Report every line of the entries that contains the word "letter".

Records shown>
┏━━
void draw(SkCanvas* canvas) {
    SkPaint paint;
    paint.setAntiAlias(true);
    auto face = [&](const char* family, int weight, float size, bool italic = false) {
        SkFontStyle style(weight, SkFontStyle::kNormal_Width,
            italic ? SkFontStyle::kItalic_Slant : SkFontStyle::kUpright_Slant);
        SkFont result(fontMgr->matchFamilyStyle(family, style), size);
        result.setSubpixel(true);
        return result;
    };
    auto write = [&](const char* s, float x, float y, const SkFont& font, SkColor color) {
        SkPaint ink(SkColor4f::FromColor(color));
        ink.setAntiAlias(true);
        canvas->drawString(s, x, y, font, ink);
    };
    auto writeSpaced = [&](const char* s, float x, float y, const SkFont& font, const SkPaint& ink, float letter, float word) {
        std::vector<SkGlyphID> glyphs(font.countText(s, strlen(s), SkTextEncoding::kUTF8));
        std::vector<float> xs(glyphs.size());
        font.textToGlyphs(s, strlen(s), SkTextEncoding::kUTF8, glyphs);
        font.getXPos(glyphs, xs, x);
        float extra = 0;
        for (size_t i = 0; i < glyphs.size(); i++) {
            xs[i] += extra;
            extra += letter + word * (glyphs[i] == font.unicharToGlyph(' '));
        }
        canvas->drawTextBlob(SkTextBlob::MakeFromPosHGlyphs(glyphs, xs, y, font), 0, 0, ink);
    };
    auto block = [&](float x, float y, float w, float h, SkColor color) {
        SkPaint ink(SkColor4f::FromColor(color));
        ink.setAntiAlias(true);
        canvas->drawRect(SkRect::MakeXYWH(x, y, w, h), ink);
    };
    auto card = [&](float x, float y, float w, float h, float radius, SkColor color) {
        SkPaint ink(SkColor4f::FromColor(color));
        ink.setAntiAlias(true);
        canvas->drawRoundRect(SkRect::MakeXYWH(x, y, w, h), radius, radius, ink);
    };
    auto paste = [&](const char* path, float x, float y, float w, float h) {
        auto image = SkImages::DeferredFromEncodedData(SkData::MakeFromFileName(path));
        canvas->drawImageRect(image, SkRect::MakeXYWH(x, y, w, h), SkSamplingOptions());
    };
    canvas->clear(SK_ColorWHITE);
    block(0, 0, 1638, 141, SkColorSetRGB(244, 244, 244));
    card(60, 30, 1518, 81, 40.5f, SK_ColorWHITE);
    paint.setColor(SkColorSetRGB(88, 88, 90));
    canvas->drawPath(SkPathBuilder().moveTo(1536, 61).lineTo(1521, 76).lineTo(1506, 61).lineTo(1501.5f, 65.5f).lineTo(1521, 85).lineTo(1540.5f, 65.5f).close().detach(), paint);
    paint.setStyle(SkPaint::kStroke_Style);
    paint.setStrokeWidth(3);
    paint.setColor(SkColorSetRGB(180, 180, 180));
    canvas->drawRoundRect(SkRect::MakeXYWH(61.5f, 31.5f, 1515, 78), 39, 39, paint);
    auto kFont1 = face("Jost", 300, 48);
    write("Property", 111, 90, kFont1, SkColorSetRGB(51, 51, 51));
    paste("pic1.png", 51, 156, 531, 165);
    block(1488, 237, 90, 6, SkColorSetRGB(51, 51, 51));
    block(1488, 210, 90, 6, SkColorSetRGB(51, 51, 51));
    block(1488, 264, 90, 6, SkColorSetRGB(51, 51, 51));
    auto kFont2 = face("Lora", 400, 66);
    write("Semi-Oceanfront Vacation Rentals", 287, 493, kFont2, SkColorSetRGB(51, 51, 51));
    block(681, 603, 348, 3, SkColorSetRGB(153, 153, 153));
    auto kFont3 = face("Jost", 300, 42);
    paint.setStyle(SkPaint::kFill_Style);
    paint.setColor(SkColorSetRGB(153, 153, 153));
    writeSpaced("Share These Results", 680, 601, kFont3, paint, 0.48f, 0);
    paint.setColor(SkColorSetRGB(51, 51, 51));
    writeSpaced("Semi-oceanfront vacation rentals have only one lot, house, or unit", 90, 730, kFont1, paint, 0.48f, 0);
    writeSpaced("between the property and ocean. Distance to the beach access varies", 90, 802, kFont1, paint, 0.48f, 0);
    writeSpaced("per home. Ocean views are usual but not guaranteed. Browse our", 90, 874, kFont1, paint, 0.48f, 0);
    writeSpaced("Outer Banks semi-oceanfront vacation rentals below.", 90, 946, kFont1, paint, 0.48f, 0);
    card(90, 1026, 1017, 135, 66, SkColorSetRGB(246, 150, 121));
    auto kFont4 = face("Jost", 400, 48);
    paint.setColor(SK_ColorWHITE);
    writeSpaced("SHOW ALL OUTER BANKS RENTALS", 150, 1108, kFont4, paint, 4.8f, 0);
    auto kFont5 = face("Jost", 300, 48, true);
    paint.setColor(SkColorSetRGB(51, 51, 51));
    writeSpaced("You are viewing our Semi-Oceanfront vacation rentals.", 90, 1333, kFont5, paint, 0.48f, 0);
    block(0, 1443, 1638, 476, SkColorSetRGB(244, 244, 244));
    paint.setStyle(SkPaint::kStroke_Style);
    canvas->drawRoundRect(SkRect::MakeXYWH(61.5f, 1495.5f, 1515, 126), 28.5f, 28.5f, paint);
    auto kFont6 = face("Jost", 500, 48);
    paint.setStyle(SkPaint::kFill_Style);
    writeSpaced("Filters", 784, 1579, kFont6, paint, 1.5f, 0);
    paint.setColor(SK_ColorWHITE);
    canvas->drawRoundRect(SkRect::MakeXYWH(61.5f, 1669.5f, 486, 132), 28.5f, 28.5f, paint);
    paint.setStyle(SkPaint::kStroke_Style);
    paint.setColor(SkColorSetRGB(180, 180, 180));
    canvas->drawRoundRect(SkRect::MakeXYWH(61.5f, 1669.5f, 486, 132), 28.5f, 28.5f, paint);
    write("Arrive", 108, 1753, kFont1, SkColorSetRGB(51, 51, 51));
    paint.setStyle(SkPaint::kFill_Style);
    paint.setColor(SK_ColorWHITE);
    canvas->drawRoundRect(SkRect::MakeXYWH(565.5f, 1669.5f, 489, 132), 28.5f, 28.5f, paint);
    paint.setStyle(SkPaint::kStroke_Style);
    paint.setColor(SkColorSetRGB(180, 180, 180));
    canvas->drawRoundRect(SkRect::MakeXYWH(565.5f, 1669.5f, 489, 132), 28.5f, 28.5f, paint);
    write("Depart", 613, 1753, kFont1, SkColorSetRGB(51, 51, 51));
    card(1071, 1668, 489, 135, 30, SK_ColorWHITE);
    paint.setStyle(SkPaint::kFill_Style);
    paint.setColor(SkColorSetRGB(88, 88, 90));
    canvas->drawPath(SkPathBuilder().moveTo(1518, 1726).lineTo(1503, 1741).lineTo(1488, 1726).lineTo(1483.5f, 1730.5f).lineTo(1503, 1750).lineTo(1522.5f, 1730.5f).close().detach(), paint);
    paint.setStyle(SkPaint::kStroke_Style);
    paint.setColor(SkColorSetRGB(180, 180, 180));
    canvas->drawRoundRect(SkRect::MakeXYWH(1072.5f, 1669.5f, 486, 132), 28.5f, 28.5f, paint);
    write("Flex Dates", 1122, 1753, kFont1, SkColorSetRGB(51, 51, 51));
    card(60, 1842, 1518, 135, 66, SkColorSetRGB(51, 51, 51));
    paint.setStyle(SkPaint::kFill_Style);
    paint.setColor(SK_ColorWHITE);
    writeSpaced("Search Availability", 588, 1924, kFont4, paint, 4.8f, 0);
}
┗━━
Task result>
    auto writeSpaced = [&](const char* s, float x, float y, const SkFont& font, const SkPaint& ink, float letter, float word) {
            extra += letter + word * (glyphs[i] == font.unicharToGlyph(' '));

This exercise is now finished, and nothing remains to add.